There are many genes implicated in cancer, and a big challenge for scientists to figure out which gene does what. LKB1 is one of these ‘cancer genes’. In healthy cells it protects us from the disease – it’s a type of gene known as a tumour suppressor.
But faults in LKB1 can lead to cancer. For example, we know that people who inherit faulty copies of LKB1 are more likely to develop several types of cancer – a condition called Peutz-Jeghers syndrome. And faulty LKB1 has also been spotted in some non-inherited cases of lung cancer.
But decades of cancer research have taught us that, for cancer to develop, cells must pick up several faults in different genes.
So to test how LKB1 fits into this picture, scientists did some cross-breeding experiments with mice. They started with a breed of mice carrying an overactive version of a gene called Kras (also known as Ras) that can increase the likelihood of certain cancers. This faulty gene effectively “short circuit” the controls on cell multiplication, so cells start to multiply out of control. The researchers then bred these faulty Kras mice with another strain carrying faults in the LKB1 gene.
More specifically, these mice had been genetically engineered so that faults in LKB1 and Kras can be specifically produced only in lung cells. This is achieved by some pretty clever technology. The upshot is that a small number of cells in the mice’s lungs end up with faults in both genes, so scientists can see the combined effect of both at once.
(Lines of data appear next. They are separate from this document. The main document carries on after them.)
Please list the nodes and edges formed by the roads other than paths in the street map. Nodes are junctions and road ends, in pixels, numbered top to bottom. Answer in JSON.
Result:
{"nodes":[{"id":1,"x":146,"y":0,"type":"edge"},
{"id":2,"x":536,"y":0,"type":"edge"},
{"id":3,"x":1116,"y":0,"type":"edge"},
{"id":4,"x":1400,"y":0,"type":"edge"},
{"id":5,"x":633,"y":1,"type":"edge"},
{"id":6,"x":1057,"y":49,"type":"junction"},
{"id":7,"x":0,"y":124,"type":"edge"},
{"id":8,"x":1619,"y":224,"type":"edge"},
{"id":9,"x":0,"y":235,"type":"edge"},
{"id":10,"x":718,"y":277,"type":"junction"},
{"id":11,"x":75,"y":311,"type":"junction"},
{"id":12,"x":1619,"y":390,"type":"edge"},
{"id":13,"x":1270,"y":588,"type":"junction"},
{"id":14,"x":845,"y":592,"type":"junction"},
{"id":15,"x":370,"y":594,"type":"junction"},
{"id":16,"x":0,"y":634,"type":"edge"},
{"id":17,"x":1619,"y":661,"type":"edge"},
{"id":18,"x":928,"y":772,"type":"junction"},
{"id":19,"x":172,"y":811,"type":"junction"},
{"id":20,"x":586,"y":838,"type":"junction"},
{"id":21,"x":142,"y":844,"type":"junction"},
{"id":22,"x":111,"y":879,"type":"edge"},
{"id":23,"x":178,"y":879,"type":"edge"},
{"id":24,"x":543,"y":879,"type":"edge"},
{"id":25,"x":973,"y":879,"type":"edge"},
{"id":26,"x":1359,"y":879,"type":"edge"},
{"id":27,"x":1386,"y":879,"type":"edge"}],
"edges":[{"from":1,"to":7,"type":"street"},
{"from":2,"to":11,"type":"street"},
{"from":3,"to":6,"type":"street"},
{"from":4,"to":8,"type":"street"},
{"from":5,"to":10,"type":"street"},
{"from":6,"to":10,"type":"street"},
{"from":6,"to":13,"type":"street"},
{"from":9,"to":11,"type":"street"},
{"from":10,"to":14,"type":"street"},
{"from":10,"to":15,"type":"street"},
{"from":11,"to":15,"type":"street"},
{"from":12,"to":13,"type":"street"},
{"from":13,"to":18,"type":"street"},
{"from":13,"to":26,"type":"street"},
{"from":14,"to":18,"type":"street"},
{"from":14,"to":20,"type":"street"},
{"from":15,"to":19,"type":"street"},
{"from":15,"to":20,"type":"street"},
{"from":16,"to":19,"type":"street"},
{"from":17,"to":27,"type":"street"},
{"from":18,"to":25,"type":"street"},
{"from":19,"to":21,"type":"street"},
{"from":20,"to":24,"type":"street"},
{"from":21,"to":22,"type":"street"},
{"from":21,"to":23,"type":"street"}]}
They found that the double-fault mice developed highly aggressive lung tumours that quickly spread, compared with mice carrying only faulty Kras. To use a metaphor, the LKB1 fault acted like throwing petrol on a fire (Kras), causing it to burn rapidly out of control.
And when the team looked in human and mouse lung cancer cells, they found that shutting off LKB1 switched on loads of genes that make cancer cells spread.
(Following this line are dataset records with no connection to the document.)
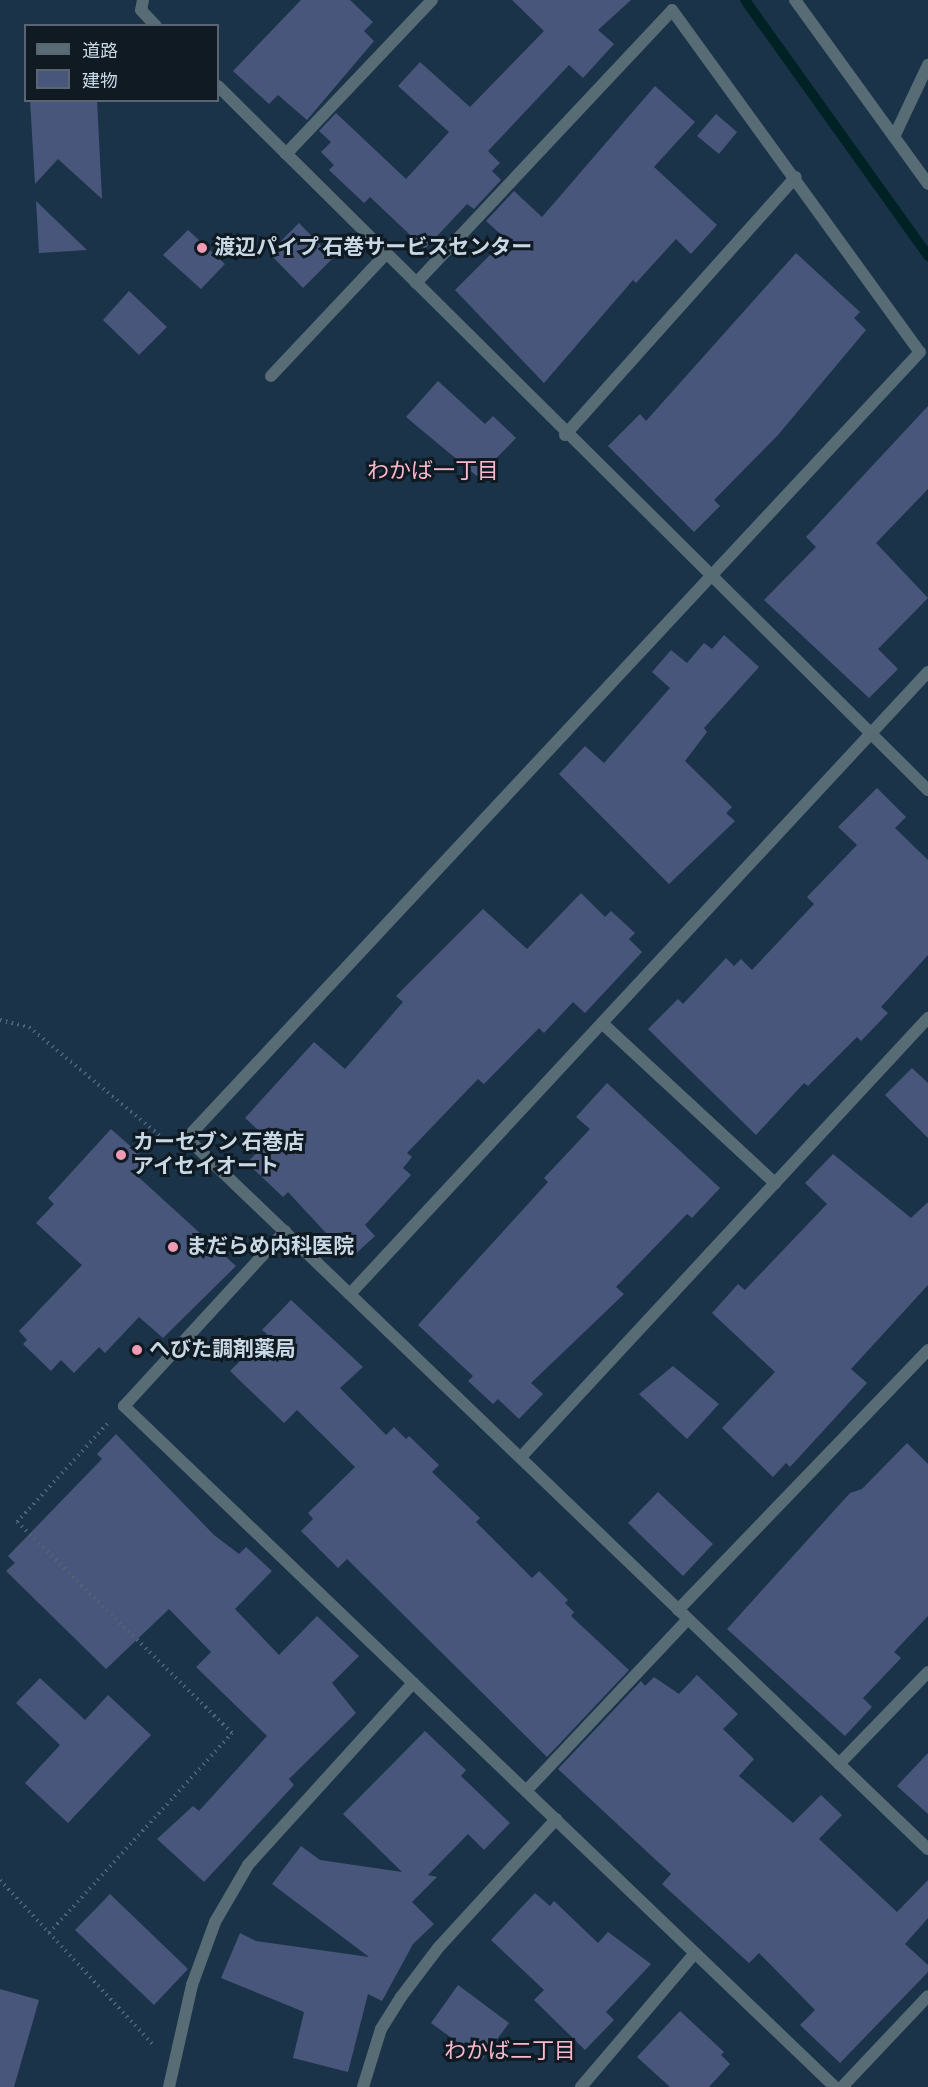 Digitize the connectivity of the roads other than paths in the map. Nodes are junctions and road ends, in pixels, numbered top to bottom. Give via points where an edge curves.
1 (143, 0) edge
2 (432, 0) edge
3 (795, 0) edge
4 (154, 24) edge
5 (928, 65) edge
6 (219, 87) edge
7 (894, 137) junction
8 (286, 154) junction
9 (796, 177) junction
10 (928, 184) edge
11 (385, 255) junction
12 (416, 283) junction
13 (271, 376) dead end
14 (565, 435) junction
15 (710, 575) junction
16 (928, 672) edge
17 (872, 731) junction
18 (928, 790) edge
19 (928, 1018) edge
20 (602, 1023) junction
21 (775, 1183) junction
22 (285, 1231) junction
23 (350, 1294) junction
24 (928, 1350) edge
25 (520, 1457) junction
26 (678, 1610) junction
27 (688, 1619) junction
28 (928, 1672) edge
29 (413, 1683) junction
30 (839, 1764) junction
31 (526, 1791) junction
32 (556, 1820) junction
33 (928, 1849) edge
34 (695, 1953) junction
35 (928, 1996) edge
36 (169, 2087) edge
37 (363, 2087) edge
38 (581, 2087) edge
39 (835, 2087) edge
40 (842, 2087) edge

1 - 4 street via 141,10
2 - 8 street
3 - 7 street
5 - 7 street
6 - 8 street
7 - 10 street
8 - 11 street
9 - 12 street via 672,10
9 - 14 street
9 - 15 street via 920,352
11 - 12 street
11 - 13 street
12 - 14 street
14 - 15 street
15 - 17 street
15 - 22 street via 187,1137
16 - 17 street
17 - 18 street
17 - 20 street
19 - 21 street
20 - 21 street
20 - 23 street
21 - 25 street
22 - 23 street
22 - 29 street via 124,1406
23 - 25 street
24 - 26 street
25 - 26 street
26 - 27 street
27 - 30 street
27 - 31 street
28 - 30 street
29 - 31 street
29 - 36 street via 248,1865 215,1922 192,1985
30 - 33 street
31 - 32 street
32 - 34 street
32 - 37 street via 438,1948 401,1997 381,2029
34 - 38 street
34 - 39 street
35 - 40 street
So by studying the interaction of these gene faults, the researchers have shed some light on what makes some lung cancers grow so aggressively. And the new mice they have produced might be a good model for studying lung cancer in the lab, accelerating the pace of research towards much-needed treatments.
But could we ever use LKB1 for treating cancer? Maybe – if scientists can find a way of reactivating or mimicking its function in cancer cells.
Perhaps more interesting is the possibility that LKB1 could be used as a prognostic tool – helping doctors to predict how an individual patient might respond to treatment, or how their cancer will spread. But work like this needs to go hand in hand with better ways to pick up lung cancer at an earlier stage – something that is a big problem at the moment. It isn’t very helpful to be able to tell someone that they have an aggressive cancer if it has been detected too late for effective treatment.